The 65-year old patient, who had died due to colonic carcinoma, had seen the GP with a three-month history of rectal bleeding and his daughter considered that there had been a delay in referral and diagnosis which had resulted in the patient's premature death.
The patient's daughter initially complained in writing to the practice, which responded by providing an account of the patient's consultations and explaining that they considered that the GP concerned had managed the patient appropriately. The practice met with the daughter to discuss her concerns.
At the conclusion of that meeting she remained dissatisfied as she considered that her father should have been referred urgently for investigation, that the practice had not acknowledged this to be the case nor apologised for not having done so.
The daughter asked the Ombudsman to review her complaint.

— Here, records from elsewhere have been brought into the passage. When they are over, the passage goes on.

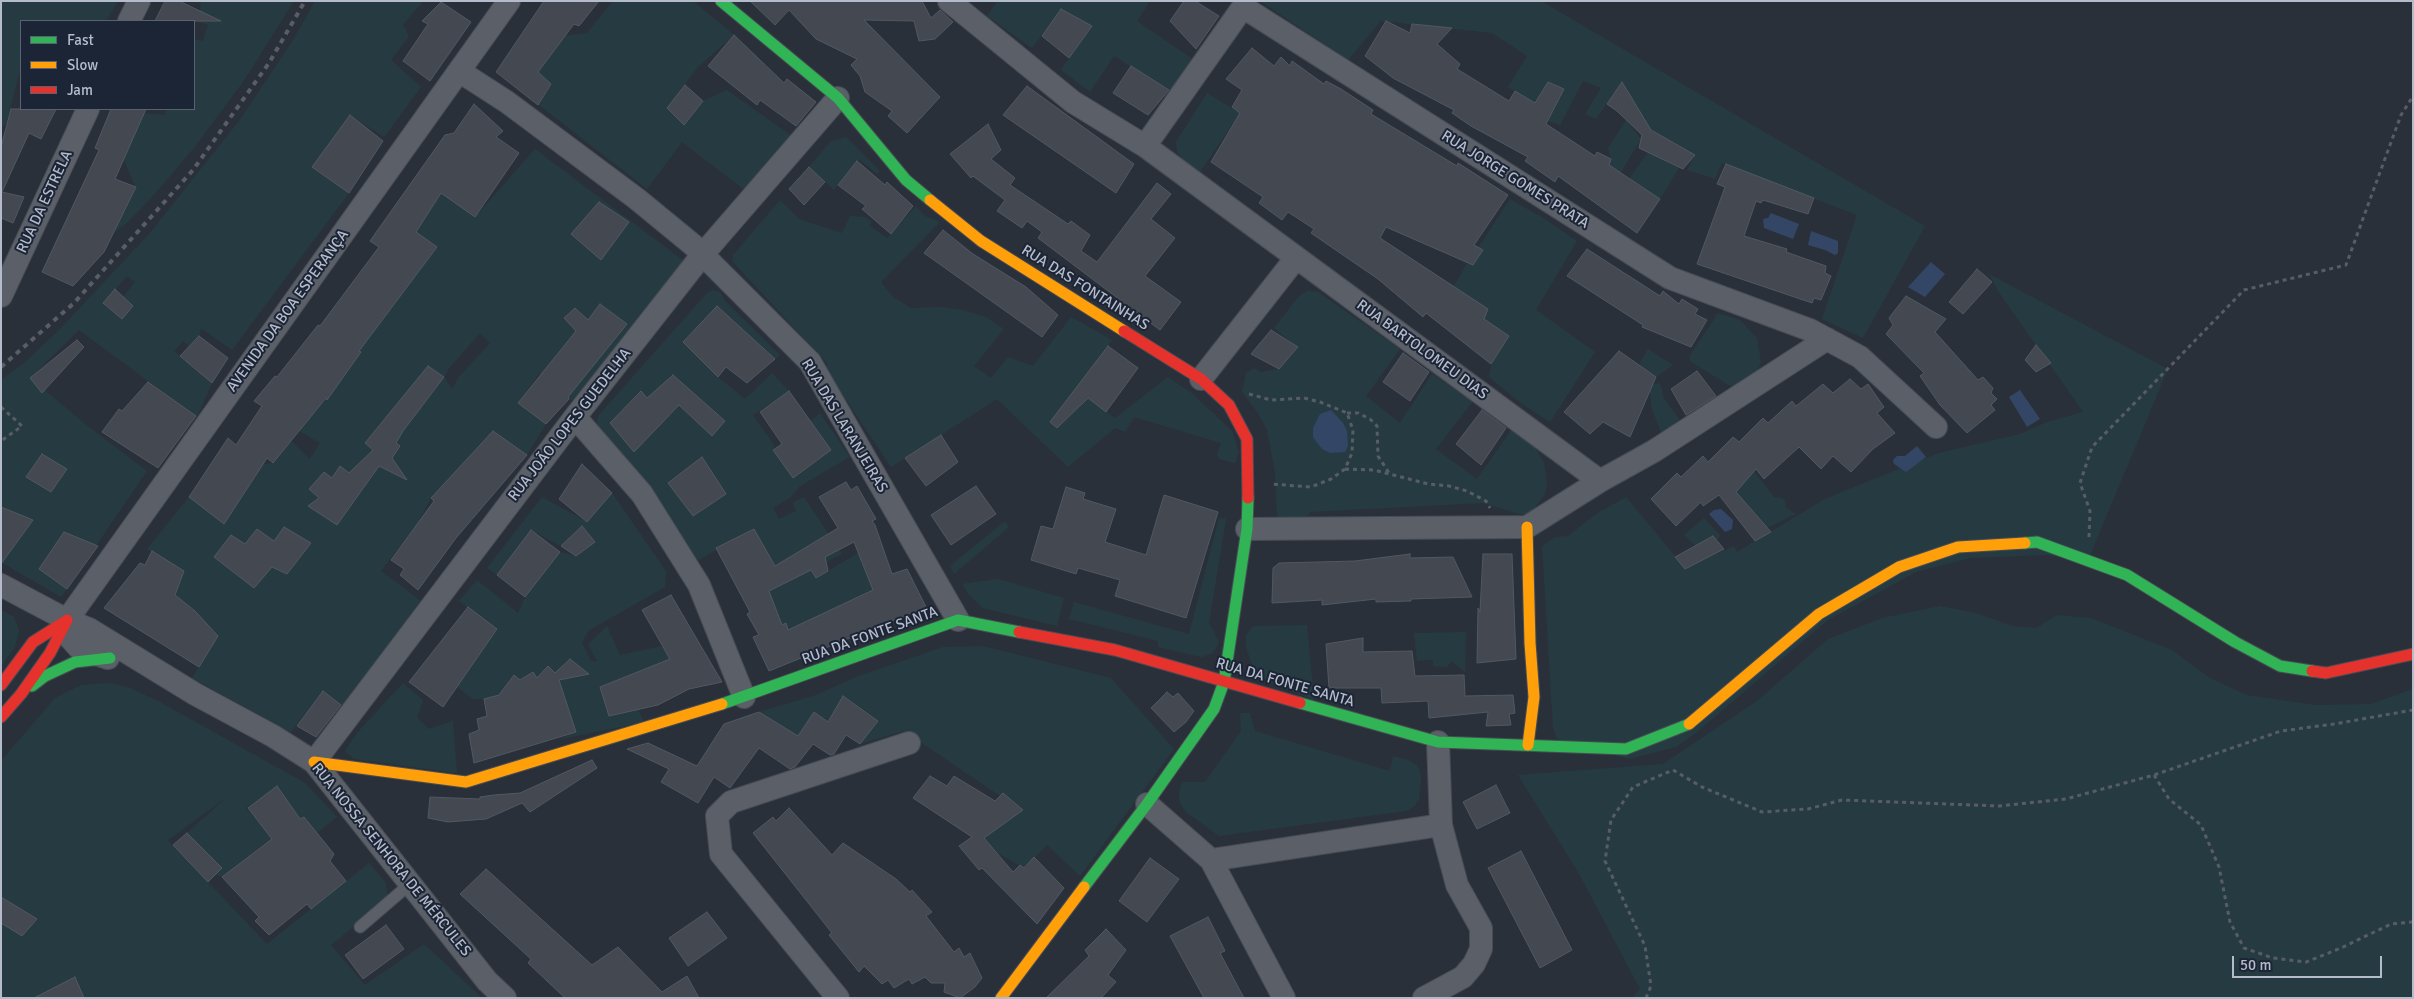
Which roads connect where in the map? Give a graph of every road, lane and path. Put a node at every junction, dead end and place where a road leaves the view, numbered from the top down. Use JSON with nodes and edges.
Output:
{"nodes":[{"id":1,"x":138,"y":1,"type":"edge"},
{"id":2,"x":509,"y":1,"type":"edge"},
{"id":3,"x":721,"y":1,"type":"edge"},
{"id":4,"x":949,"y":1,"type":"edge"},
{"id":5,"x":129,"y":20,"type":"edge"},
{"id":6,"x":459,"y":71,"type":"junction"},
{"id":7,"x":2413,"y":96,"type":"edge"},
{"id":8,"x":838,"y":98,"type":"junction"},
{"id":9,"x":88,"y":110,"type":"edge"},
{"id":10,"x":1145,"y":146,"type":"junction"},
{"id":11,"x":703,"y":254,"type":"junction"},
{"id":12,"x":1296,"y":258,"type":"junction"},
{"id":13,"x":1,"y":296,"type":"edge"},
{"id":14,"x":1827,"y":339,"type":"junction"},
{"id":15,"x":1202,"y":379,"type":"junction"},
{"id":16,"x":1229,"y":405,"type":"junction"},
{"id":17,"x":1,"y":406,"type":"edge"},
{"id":18,"x":1347,"y":413,"type":"junction"},
{"id":19,"x":575,"y":417,"type":"junction"},
{"id":20,"x":1936,"y":427,"type":"dead end"},
{"id":21,"x":1,"y":441,"type":"edge"},
{"id":22,"x":1345,"y":469,"type":"junction"},
{"id":23,"x":1390,"y":474,"type":"junction"},
{"id":24,"x":1600,"y":481,"type":"junction"},
{"id":25,"x":1249,"y":482,"type":"junction"},
{"id":26,"x":1491,"y":527,"type":"junction"},
{"id":27,"x":1527,"y":527,"type":"junction"},
{"id":28,"x":1247,"y":529,"type":"junction"},
{"id":29,"x":2088,"y":560,"type":"junction"},
{"id":30,"x":1,"y":586,"type":"edge"},
{"id":31,"x":67,"y":620,"type":"junction"},
{"id":32,"x":958,"y":620,"type":"junction"},
{"id":33,"x":2413,"y":654,"type":"edge"},
{"id":34,"x":110,"y":658,"type":"junction"},
{"id":35,"x":164,"y":674,"type":"junction"},
{"id":36,"x":1224,"y":682,"type":"junction"},
{"id":37,"x":1,"y":685,"type":"edge"},
{"id":38,"x":21,"y":694,"type":"junction"},
{"id":39,"x":744,"y":697,"type":"junction"},
{"id":40,"x":2413,"y":710,"type":"edge"},
{"id":41,"x":1,"y":717,"type":"edge"},
{"id":42,"x":1438,"y":742,"type":"junction"},
{"id":43,"x":909,"y":743,"type":"dead end"},
{"id":44,"x":1528,"y":745,"type":"junction"},
{"id":45,"x":314,"y":762,"type":"junction"},
{"id":46,"x":2154,"y":775,"type":"junction"},
{"id":47,"x":1147,"y":804,"type":"junction"},
{"id":48,"x":1441,"y":825,"type":"junction"},
{"id":49,"x":1211,"y":860,"type":"junction"},
{"id":50,"x":410,"y":884,"type":"junction"},
{"id":51,"x":2413,"y":922,"type":"edge"},
{"id":52,"x":360,"y":927,"type":"dead end"},
{"id":53,"x":505,"y":998,"type":"edge"},
{"id":54,"x":838,"y":998,"type":"edge"},
{"id":55,"x":1001,"y":998,"type":"edge"},
{"id":56,"x":1284,"y":998,"type":"edge"},
{"id":57,"x":1424,"y":998,"type":"edge"},
{"id":58,"x":1646,"y":998,"type":"edge"}],
"edges":[{"from":1,"to":5,"type":"street"},
{"from":2,"to":6,"type":"street","name":"AVENIDA DA BOA ESPERANÇA"},
{"from":3,"to":8,"type":"street","name":"RUA DAS FONTAINHAS"},
{"from":4,"to":10,"type":"street","name":"RUA BARTOLOMEU DIAS"},
{"from":6,"to":11,"type":"street","name":"RUA DAS LARANJEIRAS"},
{"from":6,"to":31,"type":"street","name":"AVENIDA DA BOA ESPERANÇA"},
{"from":7,"to":29,"type":"path"},
{"from":8,"to":11,"type":"street","name":"RUA JOÃO LOPES GUEDELHA"},
{"from":8,"to":15,"type":"street","name":"RUA DAS FONTAINHAS"},
{"from":9,"to":13,"type":"street","name":"RUA DA ESTRELA"},
{"from":10,"to":12,"type":"street","name":"RUA BARTOLOMEU DIAS"},
{"from":10,"to":14,"type":"street","name":"RUA JORGE GOMES PRATA"},
{"from":11,"to":19,"type":"street","name":"RUA JOÃO LOPES GUEDELHA"},
{"from":11,"to":32,"type":"street","name":"RUA DAS LARANJEIRAS"},
{"from":12,"to":15,"type":"street"},
{"from":12,"to":24,"type":"street","name":"RUA BARTOLOMEU DIAS"},
{"from":14,"to":20,"type":"street","name":"RUA JORGE GOMES PRATA"},
{"from":14,"to":24,"type":"street"},
{"from":15,"to":16,"type":"street","name":"RUA DAS FONTAINHAS"},
{"from":16,"to":18,"type":"path"},
{"from":16,"to":25,"type":"street","name":"RUA DAS FONTAINHAS"},
{"from":17,"to":21,"type":"path"},
{"from":18,"to":22,"type":"path"},
{"from":18,"to":23,"type":"path"},
{"from":19,"to":39,"type":"street"},
{"from":19,"to":45,"type":"street","name":"RUA JOÃO LOPES GUEDELHA"},
{"from":22,"to":23,"type":"path"},
{"from":22,"to":25,"type":"path"},
{"from":23,"to":26,"type":"path"},
{"from":24,"to":27,"type":"street"},
{"from":25,"to":28,"type":"street","name":"RUA DAS FONTAINHAS"},
{"from":26,"to":27,"type":"street"},
{"from":26,"to":28,"type":"street"},
{"from":27,"to":44,"type":"street"},
{"from":28,"to":36,"type":"street","name":"RUA DAS FONTAINHAS"},
{"from":29,"to":33,"type":"street","name":"RUA DA FONTE SANTA"},
{"from":29,"to":44,"type":"street","name":"RUA DA FONTE SANTA"},
{"from":30,"to":31,"type":"street","name":"RUA NOSSA SENHORA DE MÉRCULES"},
{"from":31,"to":34,"type":"street","name":"RUA NOSSA SENHORA DE MÉRCULES"},
{"from":31,"to":35,"type":"street","name":"RUA NOSSA SENHORA DE MÉRCULES"},
{"from":31,"to":37,"type":"street"},
{"from":31,"to":38,"type":"street"},
{"from":32,"to":36,"type":"street","name":"RUA DA FONTE SANTA"},
{"from":32,"to":39,"type":"street","name":"RUA DA FONTE SANTA"},
{"from":34,"to":35,"type":"street","name":"RUA NOSSA SENHORA DE MÉRCULES"},
{"from":34,"to":38,"type":"street"},
{"from":35,"to":45,"type":"street","name":"RUA NOSSA SENHORA DE MÉRCULES"},
{"from":36,"to":42,"type":"street","name":"RUA DA FONTE SANTA"},
{"from":36,"to":47,"type":"street","name":"RUA DAS FONTAINHAS"},
{"from":38,"to":41,"type":"street"},
{"from":39,"to":45,"type":"street","name":"RUA DA FONTE SANTA"},
{"from":40,"to":46,"type":"path"},
{"from":42,"to":44,"type":"street","name":"RUA DA FONTE SANTA"},
{"from":42,"to":48,"type":"street"},
{"from":43,"to":54,"type":"street"},
{"from":45,"to":50,"type":"street","name":"RUA NOSSA SENHORA DE MÉRCULES"},
{"from":46,"to":51,"type":"path"},
{"from":46,"to":58,"type":"path"},
{"from":47,"to":49,"type":"street"},
{"from":47,"to":55,"type":"street","name":"RUA DAS FONTAINHAS"},
{"from":48,"to":49,"type":"street"},
{"from":48,"to":57,"type":"street"},
{"from":49,"to":56,"type":"street"},
{"from":50,"to":52,"type":"lane"},
{"from":50,"to":53,"type":"street","name":"RUA NOSSA SENHORA DE MÉRCULES"}]}
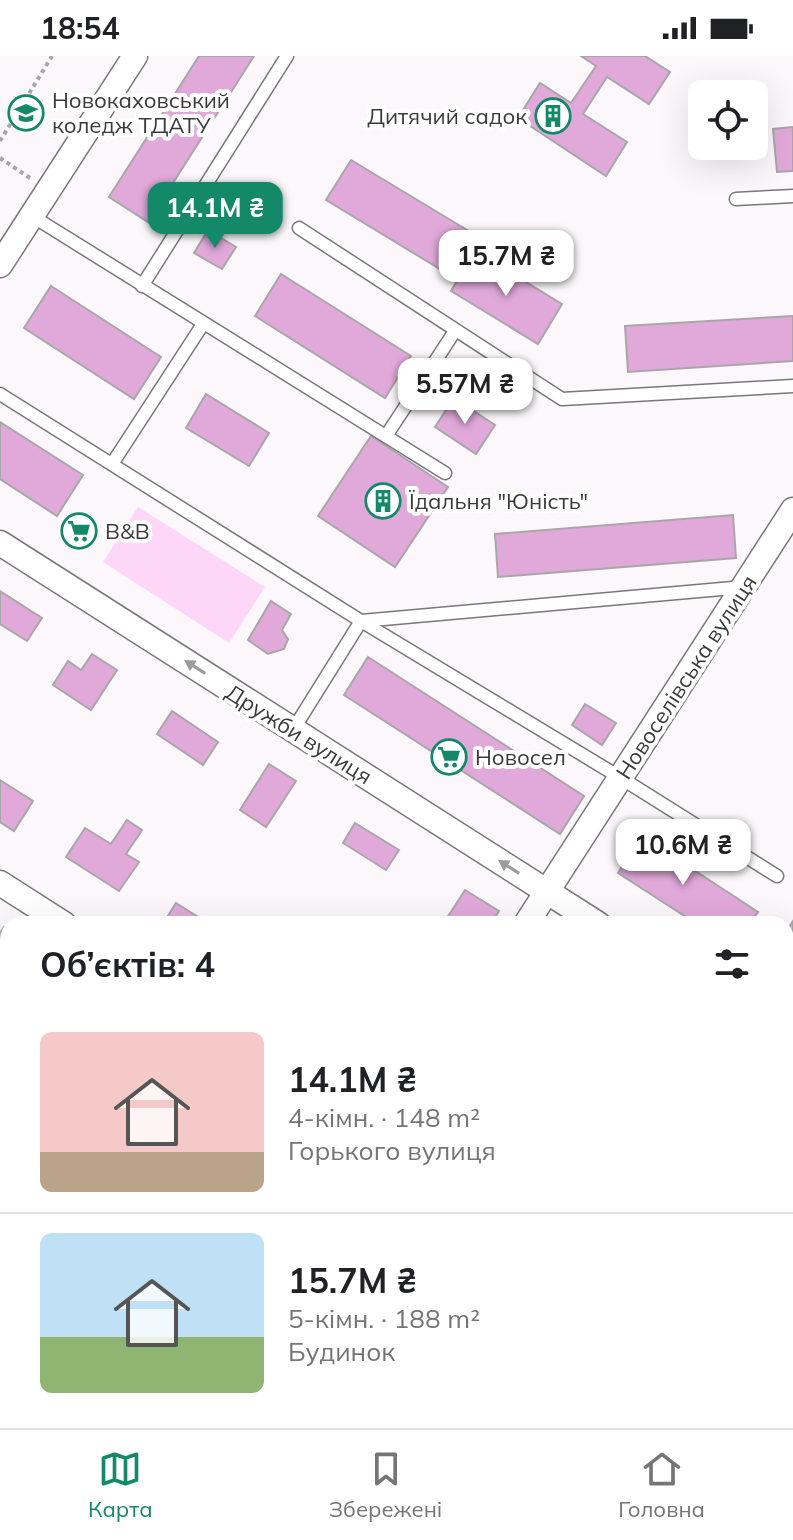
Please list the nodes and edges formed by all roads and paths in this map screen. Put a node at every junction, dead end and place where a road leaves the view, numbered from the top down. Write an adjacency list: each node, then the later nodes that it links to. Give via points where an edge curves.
1 (52, 56): 4 (path)
2 (135, 56): 6 (street)
3 (287, 56): 12 (lane)
4 (0, 141)
5 (0, 158): 6 (path)
6 (49, 189): 9 (street)
7 (793, 196): 8 (lane)
8 (736, 199)
9 (32, 216): 11 (street); 12 (lane)
10 (299, 228): 14 (lane)
11 (0, 265)
12 (142, 286): 13 (lane)
13 (203, 324): 17 (lane); 18 (lane)
14 (455, 331): 15 (lane, via 562,399); 17 (lane)
15 (793, 386)
16 (0, 394): 18 (lane)
17 (386, 436): 19 (lane)
18 (112, 464): 23 (lane)
19 (445, 473)
20 (793, 510): 22 (street, Новоселівська вулиця)
21 (0, 543): 24 (street, Дружби вулиця, one-way to 21)
22 (744, 587): 23 (lane); 25 (street, Новоселівська вулиця)
23 (361, 621): 24 (lane); 25 (lane)
24 (293, 730): 28 (street, Дружби вулиця, one-way to 24)
25 (621, 778): 26 (lane); 28 (street, Новоселівська вулиця)
26 (777, 876)
27 (0, 883): 29 (street)
28 (547, 891): 30 (street, Новоселівська вулиця); 31 (street, Дружби вулиця)
29 (52, 916)
30 (531, 916)
31 (586, 916)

The practice then asked for the MDU's assistance.
The MDU advised that, in line with the NHS complaints procedure, practices were expected to analyse any complaint received in order to determine what lessons, if any, could be learnt from it and to identify what changes, if any, should be made as a result of the case.
The MDU warned that it was likely that the practice would be criticised by the Ombudsman for not having done this and advised the practice to consider analysing the complaint through their significant event audit procedures.
As part of this analysis the MDU recommended that the practice referred to the NICE referral guidelines for suspected cancer and considered seeking an independent opinion on the care provided in this case, which should be anonymised. They were advised to offer to provide the complainant with the results of their analysis, to acknowledge any mistakes and to apologise as appropriate.
The practice's investigation identified that the care provided had not been in line with NICE guidance, which was that the patient should have been referred urgently to a team specialising in the management of lower gastrointestinal cancer. This view was supported by an independent colorectal surgeon. The practice wrote both to the Ombudsman and the complainant, detailing the investigation and its findings.
The Ombudsman, having sought independent clinical advice, found the complaint to be partially upheld. She did not uphold the aspect of the complaint that the delay in diagnosis had led to the patient's death but she did consider that the practice had failed to refer the patient appropriately under the two-week rule in accordance with guidance.
She also found that the practice had failed to acknowledge mistakes and to apologise for these in their initial response. The Ombudsman recommended that the practice apologise to the complainant for the mistakes and for the suffering and distress that had occurred. The practice apologised to the daughter for the failings in her father's care and the handling of the case and the complaint was resolved.
This case is anonymous but based on those from the MDU's files.